Arabic Linguistics. A Historiographic Overview
Streszczenie
The study of Arabic language seems to have started under the driving need to establish
a correct reading and interpretation of the Qur’ān. Notwithstanding the opinions of some
writers about its origins one should stress that the script and spelling of the Holy Writ
derives directly from the Nabataean cursive. Aramaic Nabataean script was used to write
Old Arabian since the first century A.D., also at Taymā’ and Madā’in Ṣaliḥ, in the
northern part of the Arabian Peninsula.
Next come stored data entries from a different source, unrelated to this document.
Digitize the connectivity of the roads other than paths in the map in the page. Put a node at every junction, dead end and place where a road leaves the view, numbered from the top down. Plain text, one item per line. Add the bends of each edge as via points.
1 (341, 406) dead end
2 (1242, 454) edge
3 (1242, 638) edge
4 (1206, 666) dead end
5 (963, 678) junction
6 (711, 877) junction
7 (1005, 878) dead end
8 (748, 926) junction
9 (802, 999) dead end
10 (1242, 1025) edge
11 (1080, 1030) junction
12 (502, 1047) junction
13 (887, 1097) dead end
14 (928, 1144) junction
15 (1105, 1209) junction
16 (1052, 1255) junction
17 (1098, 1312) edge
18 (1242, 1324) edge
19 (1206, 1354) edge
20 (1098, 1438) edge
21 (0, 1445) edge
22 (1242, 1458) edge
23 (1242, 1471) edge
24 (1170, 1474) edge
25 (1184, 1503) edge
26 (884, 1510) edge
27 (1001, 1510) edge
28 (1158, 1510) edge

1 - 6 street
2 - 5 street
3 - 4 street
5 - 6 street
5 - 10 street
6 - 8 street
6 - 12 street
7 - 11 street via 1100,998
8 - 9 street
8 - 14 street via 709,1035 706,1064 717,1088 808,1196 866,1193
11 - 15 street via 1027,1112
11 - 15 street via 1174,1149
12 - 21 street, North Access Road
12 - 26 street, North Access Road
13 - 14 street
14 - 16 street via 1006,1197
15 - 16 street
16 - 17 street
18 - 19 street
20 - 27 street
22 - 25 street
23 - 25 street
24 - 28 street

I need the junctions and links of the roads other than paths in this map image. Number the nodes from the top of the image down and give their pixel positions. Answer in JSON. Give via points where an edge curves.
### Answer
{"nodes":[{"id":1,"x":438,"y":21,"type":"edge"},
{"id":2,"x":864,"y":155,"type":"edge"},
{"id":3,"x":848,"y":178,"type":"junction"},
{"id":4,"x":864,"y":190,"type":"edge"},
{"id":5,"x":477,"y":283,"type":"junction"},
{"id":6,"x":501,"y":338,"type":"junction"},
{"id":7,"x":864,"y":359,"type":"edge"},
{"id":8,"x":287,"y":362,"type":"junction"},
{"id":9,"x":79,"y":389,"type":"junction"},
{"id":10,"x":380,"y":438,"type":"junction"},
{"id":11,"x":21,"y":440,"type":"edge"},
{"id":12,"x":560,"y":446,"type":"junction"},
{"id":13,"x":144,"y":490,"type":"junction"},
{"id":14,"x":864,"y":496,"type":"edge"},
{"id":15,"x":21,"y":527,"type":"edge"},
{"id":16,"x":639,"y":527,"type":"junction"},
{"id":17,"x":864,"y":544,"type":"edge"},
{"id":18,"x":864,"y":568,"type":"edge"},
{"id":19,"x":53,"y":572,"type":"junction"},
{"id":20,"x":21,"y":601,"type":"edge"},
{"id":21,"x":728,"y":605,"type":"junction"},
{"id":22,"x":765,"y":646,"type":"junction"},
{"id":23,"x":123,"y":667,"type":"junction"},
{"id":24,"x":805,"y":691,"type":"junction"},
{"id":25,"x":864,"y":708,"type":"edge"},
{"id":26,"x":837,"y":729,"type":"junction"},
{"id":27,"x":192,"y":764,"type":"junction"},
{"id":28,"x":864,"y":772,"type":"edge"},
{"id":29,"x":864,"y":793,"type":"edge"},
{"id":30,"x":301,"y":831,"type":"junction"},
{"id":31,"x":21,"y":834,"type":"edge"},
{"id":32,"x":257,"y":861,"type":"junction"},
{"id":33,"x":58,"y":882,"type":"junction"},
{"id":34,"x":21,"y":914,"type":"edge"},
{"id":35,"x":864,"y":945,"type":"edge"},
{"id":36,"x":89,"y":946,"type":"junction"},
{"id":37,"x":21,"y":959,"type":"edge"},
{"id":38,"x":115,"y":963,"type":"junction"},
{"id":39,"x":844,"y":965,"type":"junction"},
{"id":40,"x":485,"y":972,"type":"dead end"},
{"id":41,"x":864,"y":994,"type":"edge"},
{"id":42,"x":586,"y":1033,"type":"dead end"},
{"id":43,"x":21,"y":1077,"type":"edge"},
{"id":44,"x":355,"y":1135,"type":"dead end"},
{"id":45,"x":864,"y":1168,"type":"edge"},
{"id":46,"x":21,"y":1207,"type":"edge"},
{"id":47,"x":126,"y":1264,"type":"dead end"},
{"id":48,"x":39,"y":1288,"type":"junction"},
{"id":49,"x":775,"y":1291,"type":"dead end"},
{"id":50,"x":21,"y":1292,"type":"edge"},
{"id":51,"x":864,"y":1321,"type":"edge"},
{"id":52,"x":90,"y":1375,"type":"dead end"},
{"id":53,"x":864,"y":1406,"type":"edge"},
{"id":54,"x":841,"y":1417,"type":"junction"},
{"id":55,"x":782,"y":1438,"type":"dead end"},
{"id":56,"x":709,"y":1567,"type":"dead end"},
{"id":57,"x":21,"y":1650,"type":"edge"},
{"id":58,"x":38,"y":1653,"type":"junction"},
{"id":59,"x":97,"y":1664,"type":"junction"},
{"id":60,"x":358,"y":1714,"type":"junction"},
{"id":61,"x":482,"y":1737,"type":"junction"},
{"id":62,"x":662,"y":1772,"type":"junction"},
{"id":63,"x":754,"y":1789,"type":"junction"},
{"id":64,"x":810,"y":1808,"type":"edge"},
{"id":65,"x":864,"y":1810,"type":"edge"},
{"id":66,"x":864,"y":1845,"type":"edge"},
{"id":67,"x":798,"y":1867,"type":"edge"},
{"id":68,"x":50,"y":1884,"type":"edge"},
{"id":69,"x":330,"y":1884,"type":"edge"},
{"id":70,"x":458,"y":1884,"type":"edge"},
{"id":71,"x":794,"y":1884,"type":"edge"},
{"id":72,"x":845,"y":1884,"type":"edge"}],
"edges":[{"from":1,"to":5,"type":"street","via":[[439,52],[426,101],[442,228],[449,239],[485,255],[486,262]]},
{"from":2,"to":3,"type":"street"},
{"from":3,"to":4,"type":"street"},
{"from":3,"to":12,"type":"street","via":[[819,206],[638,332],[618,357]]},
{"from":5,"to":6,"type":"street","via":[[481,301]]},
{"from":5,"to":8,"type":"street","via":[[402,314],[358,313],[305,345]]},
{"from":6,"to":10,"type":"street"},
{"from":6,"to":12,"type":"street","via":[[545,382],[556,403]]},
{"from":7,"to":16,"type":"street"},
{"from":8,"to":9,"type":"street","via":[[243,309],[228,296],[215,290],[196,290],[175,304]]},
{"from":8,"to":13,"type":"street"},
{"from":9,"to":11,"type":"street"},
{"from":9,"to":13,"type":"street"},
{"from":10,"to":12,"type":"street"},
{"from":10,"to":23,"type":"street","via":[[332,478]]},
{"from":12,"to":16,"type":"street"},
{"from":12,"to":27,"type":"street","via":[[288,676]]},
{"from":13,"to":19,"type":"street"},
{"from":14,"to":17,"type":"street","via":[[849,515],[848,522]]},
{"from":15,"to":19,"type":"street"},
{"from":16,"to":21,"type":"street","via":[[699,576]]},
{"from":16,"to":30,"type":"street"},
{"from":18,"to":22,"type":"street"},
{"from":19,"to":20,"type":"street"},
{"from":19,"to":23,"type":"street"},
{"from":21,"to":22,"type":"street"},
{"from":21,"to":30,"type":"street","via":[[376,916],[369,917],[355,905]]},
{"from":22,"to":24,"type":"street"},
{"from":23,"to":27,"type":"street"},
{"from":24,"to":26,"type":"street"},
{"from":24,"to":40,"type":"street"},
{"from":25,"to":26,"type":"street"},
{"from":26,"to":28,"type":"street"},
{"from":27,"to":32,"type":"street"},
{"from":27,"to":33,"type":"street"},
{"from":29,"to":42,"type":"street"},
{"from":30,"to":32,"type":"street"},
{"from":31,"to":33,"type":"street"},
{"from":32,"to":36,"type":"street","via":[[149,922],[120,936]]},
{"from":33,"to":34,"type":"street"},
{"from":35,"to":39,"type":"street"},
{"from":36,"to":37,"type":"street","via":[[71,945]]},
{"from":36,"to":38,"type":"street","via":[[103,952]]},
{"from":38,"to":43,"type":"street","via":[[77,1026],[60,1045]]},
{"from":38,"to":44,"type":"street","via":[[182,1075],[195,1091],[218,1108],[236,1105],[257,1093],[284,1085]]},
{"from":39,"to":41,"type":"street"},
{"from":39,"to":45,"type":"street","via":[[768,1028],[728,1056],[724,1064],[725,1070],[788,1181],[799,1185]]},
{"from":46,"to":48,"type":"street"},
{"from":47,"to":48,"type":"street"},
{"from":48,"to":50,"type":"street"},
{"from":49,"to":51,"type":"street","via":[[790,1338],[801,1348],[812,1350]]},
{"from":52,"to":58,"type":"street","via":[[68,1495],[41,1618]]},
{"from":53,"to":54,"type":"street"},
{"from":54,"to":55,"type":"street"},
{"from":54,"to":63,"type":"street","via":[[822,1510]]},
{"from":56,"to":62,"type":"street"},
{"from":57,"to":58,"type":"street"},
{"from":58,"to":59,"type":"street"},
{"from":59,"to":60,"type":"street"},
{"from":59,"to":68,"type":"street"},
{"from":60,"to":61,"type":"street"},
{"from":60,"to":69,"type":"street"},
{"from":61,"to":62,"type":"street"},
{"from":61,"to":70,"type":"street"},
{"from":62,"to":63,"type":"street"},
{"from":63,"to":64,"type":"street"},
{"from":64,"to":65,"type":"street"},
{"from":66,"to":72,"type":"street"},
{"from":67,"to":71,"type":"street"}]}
Variant readings and divergent interpretations
of Qur’ānic sentences, based on ancient Arabic dialects, are not expected to disturb the
Arabic grammatical tradition, which was possibly influenced to some extent by Indian
theories and Aristotelian concepts. It served as foundation to modern European studies
and was then expanded to Middle Arabic, written mainly by Jews and Christians, and
to the numerous modern dialects. From the mid-19th century onwards, attention was
given also to pre-classical North-Arabian, attested by Ṣafaitic, Ṯamūdic, Liḥyanite, and
Ḥasaean inscriptions, without forgetting the North-Arabian background and the loanwords
of Nabataean Aramaic, as well as the dialectal information from the 7th–8th centuries,
preserved in Arabic sources.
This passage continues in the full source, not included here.